**PROBLEM TO WORK ON:** Set down each entry exactly; omit images.

**THE DATA:**
────────────────

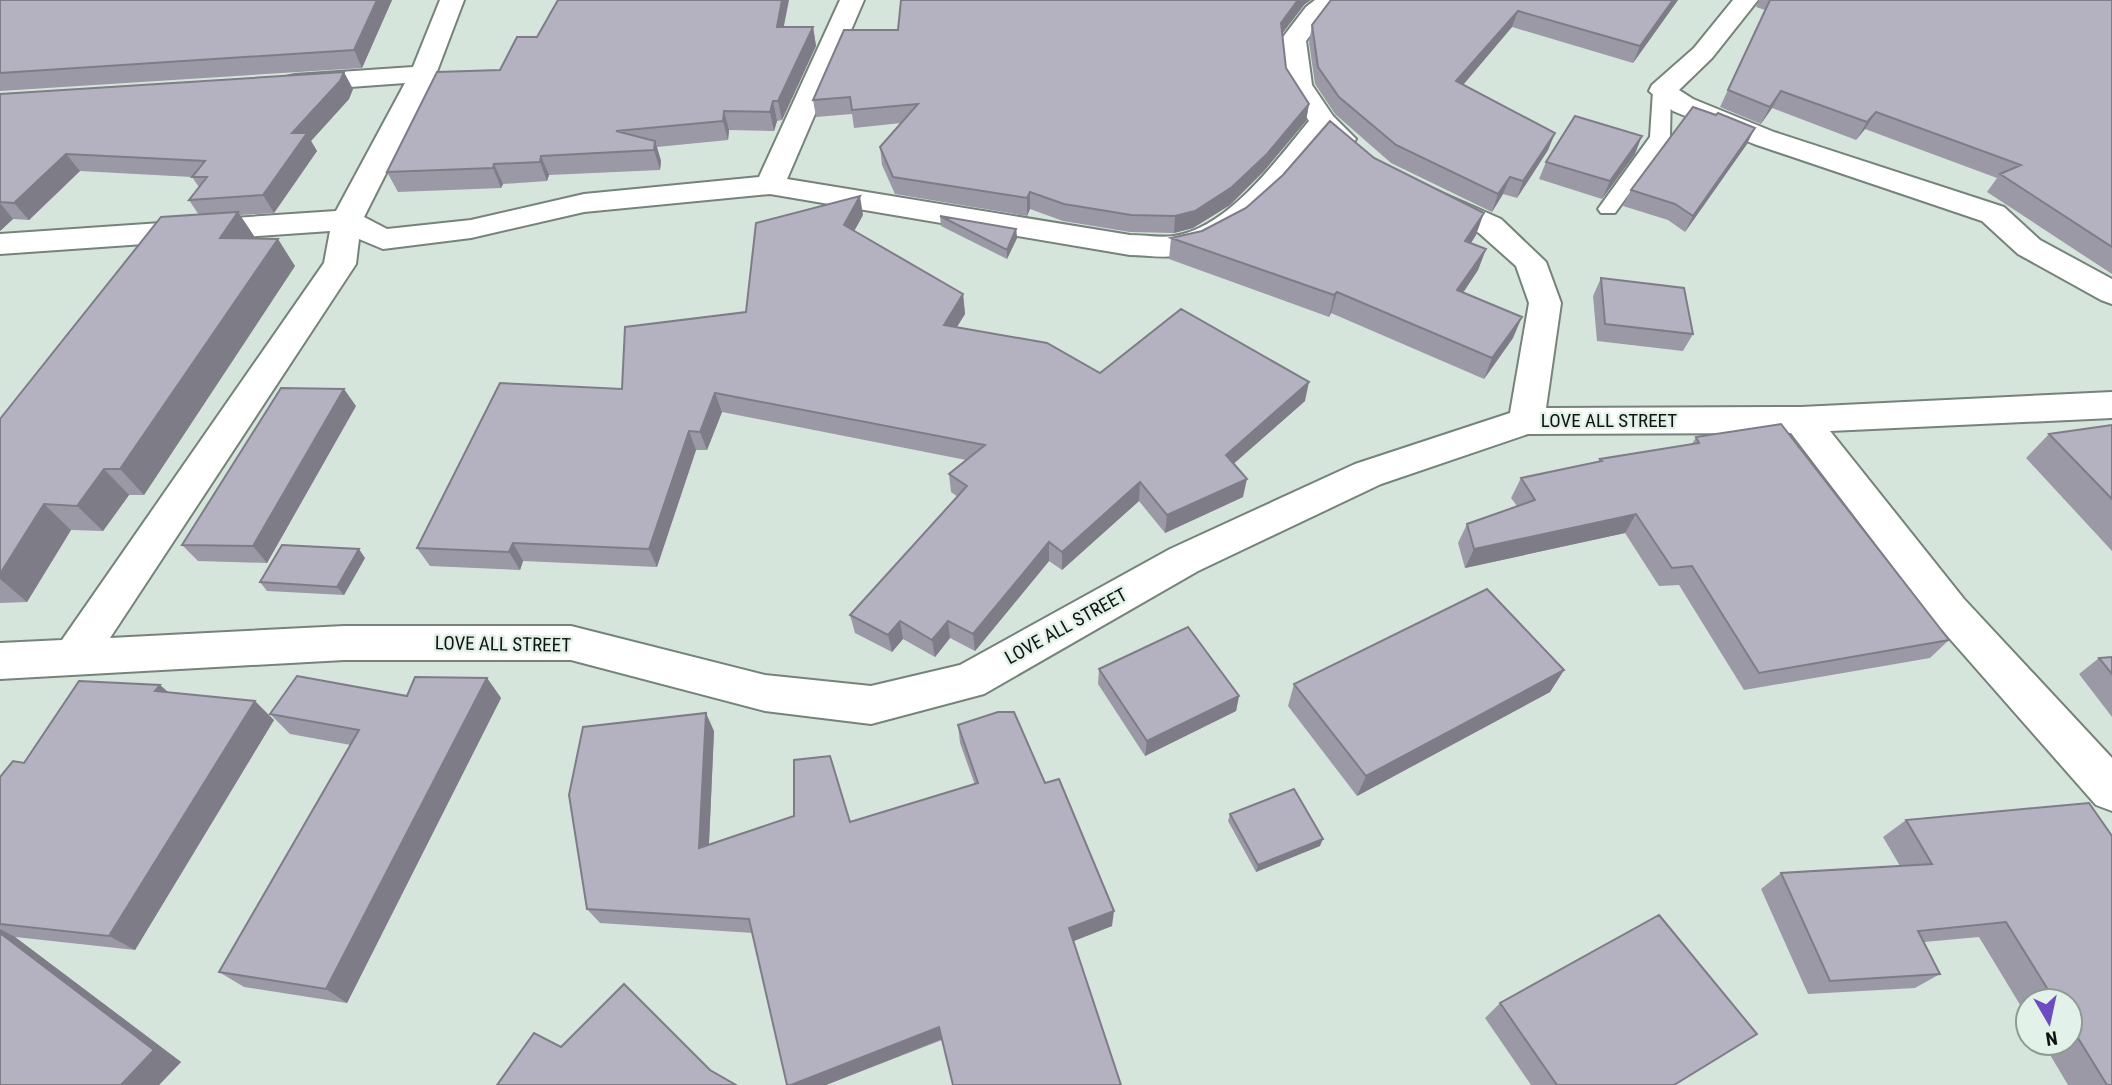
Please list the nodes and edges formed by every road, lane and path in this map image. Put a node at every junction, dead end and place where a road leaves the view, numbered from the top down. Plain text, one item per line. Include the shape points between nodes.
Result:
1 (452, 0) edge
2 (852, 0) edge
3 (1329, 0) edge
4 (1746, 0) edge
5 (423, 74) junction
6 (273, 84) edge
7 (1662, 91) junction
8 (1323, 122) junction
9 (1361, 155) edge
10 (1403, 183) edge
11 (770, 186) junction
12 (1608, 209) dead end
13 (347, 220) junction
14 (0, 244) edge
15 (2112, 293) edge
16 (2112, 405) edge
17 (1801, 419) junction
18 (1526, 421) junction
19 (74, 657) junction
20 (0, 661) edge
21 (2112, 790) edge

1 - 5 street
2 - 11 street
3 - 8 street via 1293,41 1298,85
4 - 7 street via 1703,52
5 - 6 street
5 - 13 street
7 - 12 lane via 1660,137
7 - 15 street via 1683,105 1764,138 1993,214 2029,247
8 - 9 street
8 - 11 street via 1252,205 1216,231 1175,246 1130,245
10 - 18 street via 1490,226 1530,262 1545,303
11 - 13 street via 584,203 471,229 383,239
13 - 14 street
13 - 19 street via 340,264
16 - 17 street, LOVE ALL STREET
17 - 18 street, LOVE ALL STREET
17 - 21 street via 1950,611
18 - 19 street, LOVE ALL STREET via 1367,474 1184,560 969,681 871,705 765,694 571,643 344,643
19 - 20 street, LOVE ALL STREET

────────────────

**RESPONSE:**
Please list the nodes and edges formed by every road, lane and path in this map image. Put a node at every junction, dead end and place where a road leaves the view, numbered from the top down. Plain text, one item per line. Include the shape points between nodes.
Result:
1 (452, 0) edge
2 (852, 0) edge
3 (1329, 0) edge
4 (1746, 0) edge
5 (423, 74) junction
6 (273, 84) edge
7 (1662, 91) junction
8 (1323, 122) junction
9 (1361, 155) edge
10 (1403, 183) edge
11 (770, 186) junction
12 (1608, 209) dead end
13 (347, 220) junction
14 (0, 244) edge
15 (2112, 293) edge
16 (2112, 405) edge
17 (1801, 419) junction
18 (1526, 421) junction
19 (74, 657) junction
20 (0, 661) edge
21 (2112, 790) edge

1 - 5 street
2 - 11 street
3 - 8 street via 1293,41 1298,85
4 - 7 street via 1703,52
5 - 6 street
5 - 13 street
7 - 12 lane via 1660,137
7 - 15 street via 1683,105 1764,138 1993,214 2029,247
8 - 9 street
8 - 11 street via 1252,205 1216,231 1175,246 1130,245
10 - 18 street via 1490,226 1530,262 1545,303
11 - 13 street via 584,203 471,229 383,239
13 - 14 street
13 - 19 street via 340,264
16 - 17 street, LOVE ALL STREET
17 - 18 street, LOVE ALL STREET
17 - 21 street via 1950,611
18 - 19 street, LOVE ALL STREET via 1367,474 1184,560 969,681 871,705 765,694 571,643 344,643
19 - 20 street, LOVE ALL STREET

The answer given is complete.